What to work on => Transcribe the records below exactly, leaving out any pictures.

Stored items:

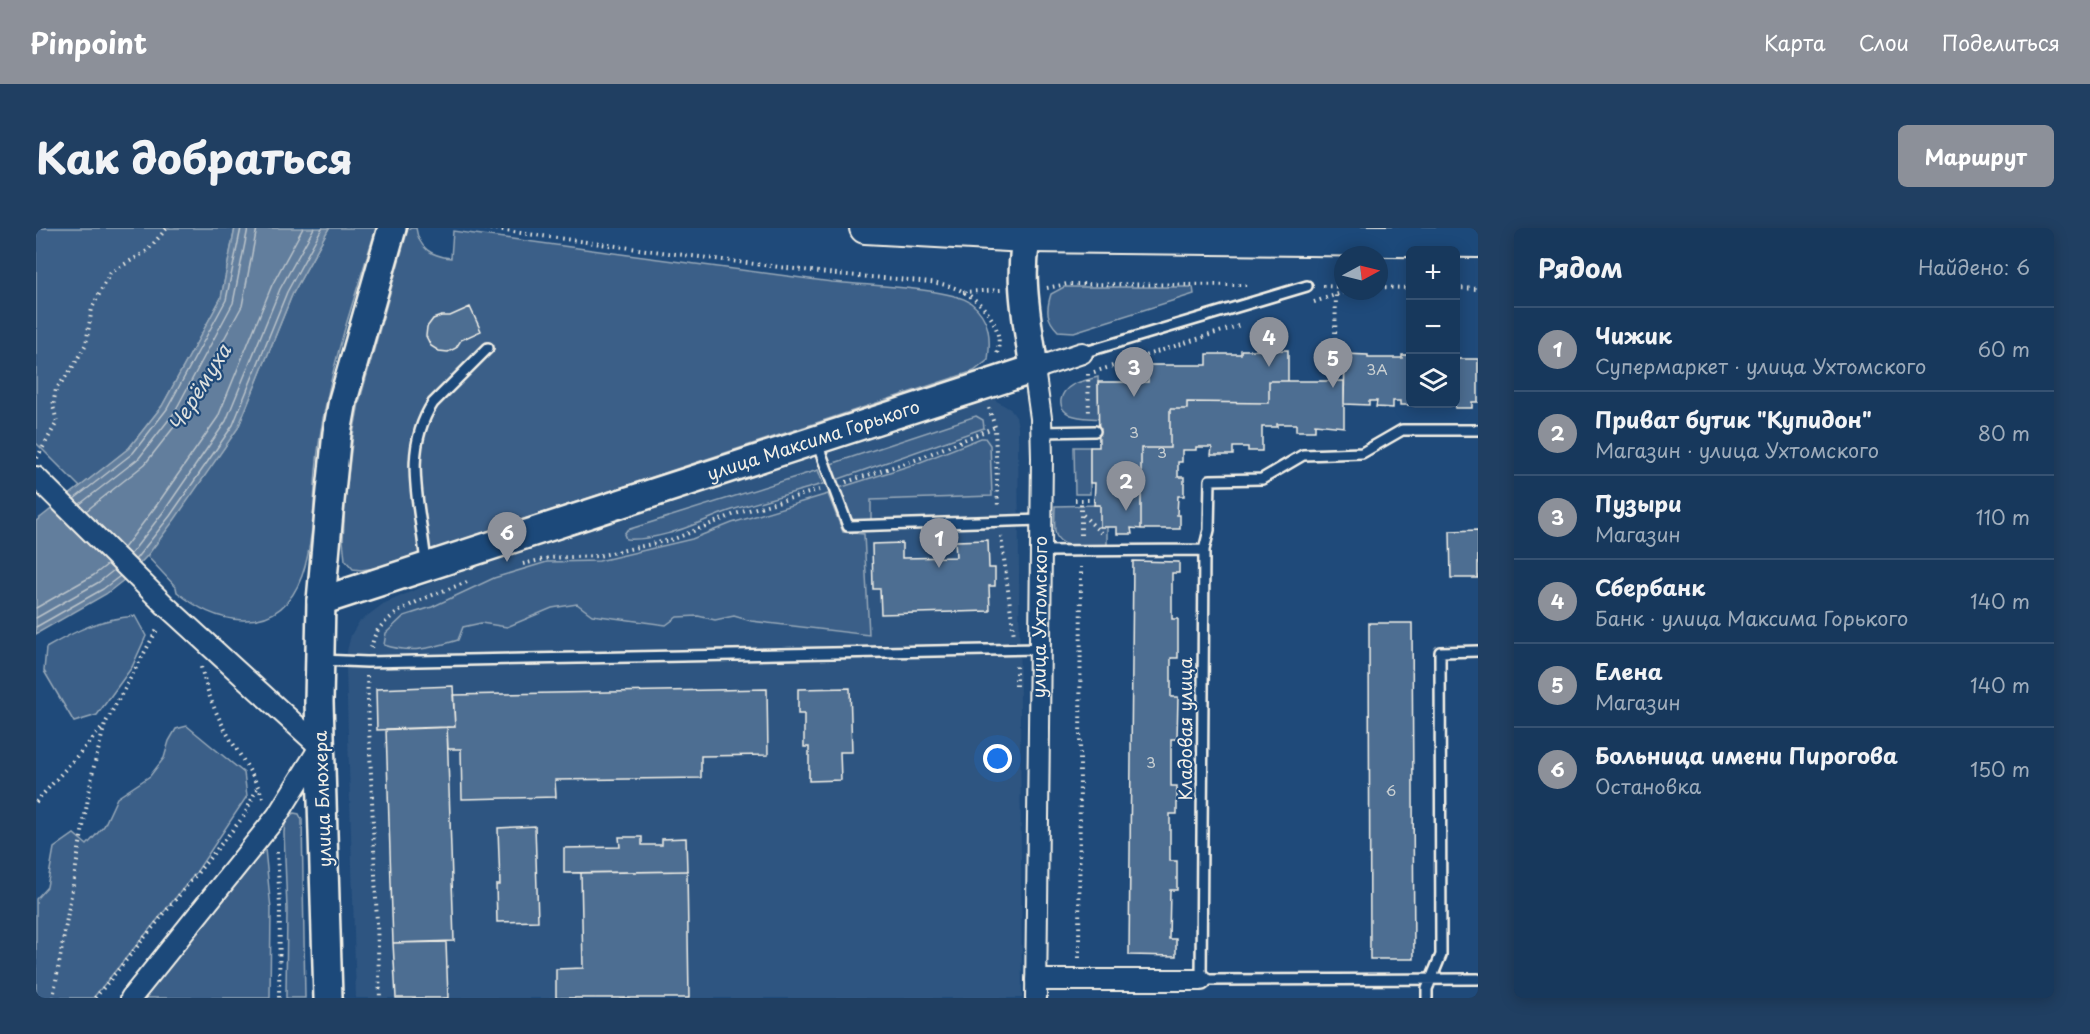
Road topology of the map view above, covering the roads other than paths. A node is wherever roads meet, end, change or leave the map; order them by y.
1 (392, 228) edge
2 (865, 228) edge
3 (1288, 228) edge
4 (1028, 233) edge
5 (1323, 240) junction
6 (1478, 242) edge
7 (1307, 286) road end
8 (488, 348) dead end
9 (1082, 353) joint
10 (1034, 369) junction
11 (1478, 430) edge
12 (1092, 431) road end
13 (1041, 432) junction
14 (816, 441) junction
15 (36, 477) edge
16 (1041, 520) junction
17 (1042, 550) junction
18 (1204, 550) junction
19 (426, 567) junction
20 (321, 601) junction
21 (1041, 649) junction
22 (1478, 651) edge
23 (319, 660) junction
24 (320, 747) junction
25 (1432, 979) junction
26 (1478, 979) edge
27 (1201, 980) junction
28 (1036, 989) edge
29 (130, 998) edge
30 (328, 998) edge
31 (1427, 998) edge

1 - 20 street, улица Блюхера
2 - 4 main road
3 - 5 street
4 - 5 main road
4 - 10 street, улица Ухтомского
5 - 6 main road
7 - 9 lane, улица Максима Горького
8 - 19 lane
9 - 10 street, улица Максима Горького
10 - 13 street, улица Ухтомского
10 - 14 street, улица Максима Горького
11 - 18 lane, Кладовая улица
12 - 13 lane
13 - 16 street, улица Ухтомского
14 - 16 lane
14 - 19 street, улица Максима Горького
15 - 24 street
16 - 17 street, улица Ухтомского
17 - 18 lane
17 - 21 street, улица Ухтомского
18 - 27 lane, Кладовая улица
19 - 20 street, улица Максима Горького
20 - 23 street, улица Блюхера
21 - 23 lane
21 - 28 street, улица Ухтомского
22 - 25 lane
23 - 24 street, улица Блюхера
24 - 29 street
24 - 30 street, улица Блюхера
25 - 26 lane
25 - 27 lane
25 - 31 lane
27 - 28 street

Output of the task =>
Road topology of the map view above, covering the roads other than paths. A node is wherever roads meet, end, change or leave the map; order them by y.
1 (392, 228) edge
2 (865, 228) edge
3 (1288, 228) edge
4 (1028, 233) edge
5 (1323, 240) junction
6 (1478, 242) edge
7 (1307, 286) road end
8 (488, 348) dead end
9 (1082, 353) joint
10 (1034, 369) junction
11 (1478, 430) edge
12 (1092, 431) road end
13 (1041, 432) junction
14 (816, 441) junction
15 (36, 477) edge
16 (1041, 520) junction
17 (1042, 550) junction
18 (1204, 550) junction
19 (426, 567) junction
20 (321, 601) junction
21 (1041, 649) junction
22 (1478, 651) edge
23 (319, 660) junction
24 (320, 747) junction
25 (1432, 979) junction
26 (1478, 979) edge
27 (1201, 980) junction
28 (1036, 989) edge
29 (130, 998) edge
30 (328, 998) edge
31 (1427, 998) edge

1 - 20 street, улица Блюхера
2 - 4 main road
3 - 5 street
4 - 5 main road
4 - 10 street, улица Ухтомского
5 - 6 main road
7 - 9 lane, улица Максима Горького
8 - 19 lane
9 - 10 street, улица Максима Горького
10 - 13 street, улица Ухтомского
10 - 14 street, улица Максима Горького
11 - 18 lane, Кладовая улица
12 - 13 lane
13 - 16 street, улица Ухтомского
14 - 16 lane
14 - 19 street, улица Максима Горького
15 - 24 street
16 - 17 street, улица Ухтомского
17 - 18 lane
17 - 21 street, улица Ухтомского
18 - 27 lane, Кладовая улица
19 - 20 street, улица Максима Горького
20 - 23 street, улица Блюхера
21 - 23 lane
21 - 28 street, улица Ухтомского
22 - 25 lane
23 - 24 street, улица Блюхера
24 - 29 street
24 - 30 street, улица Блюхера
25 - 26 lane
25 - 27 lane
25 - 31 lane
27 - 28 street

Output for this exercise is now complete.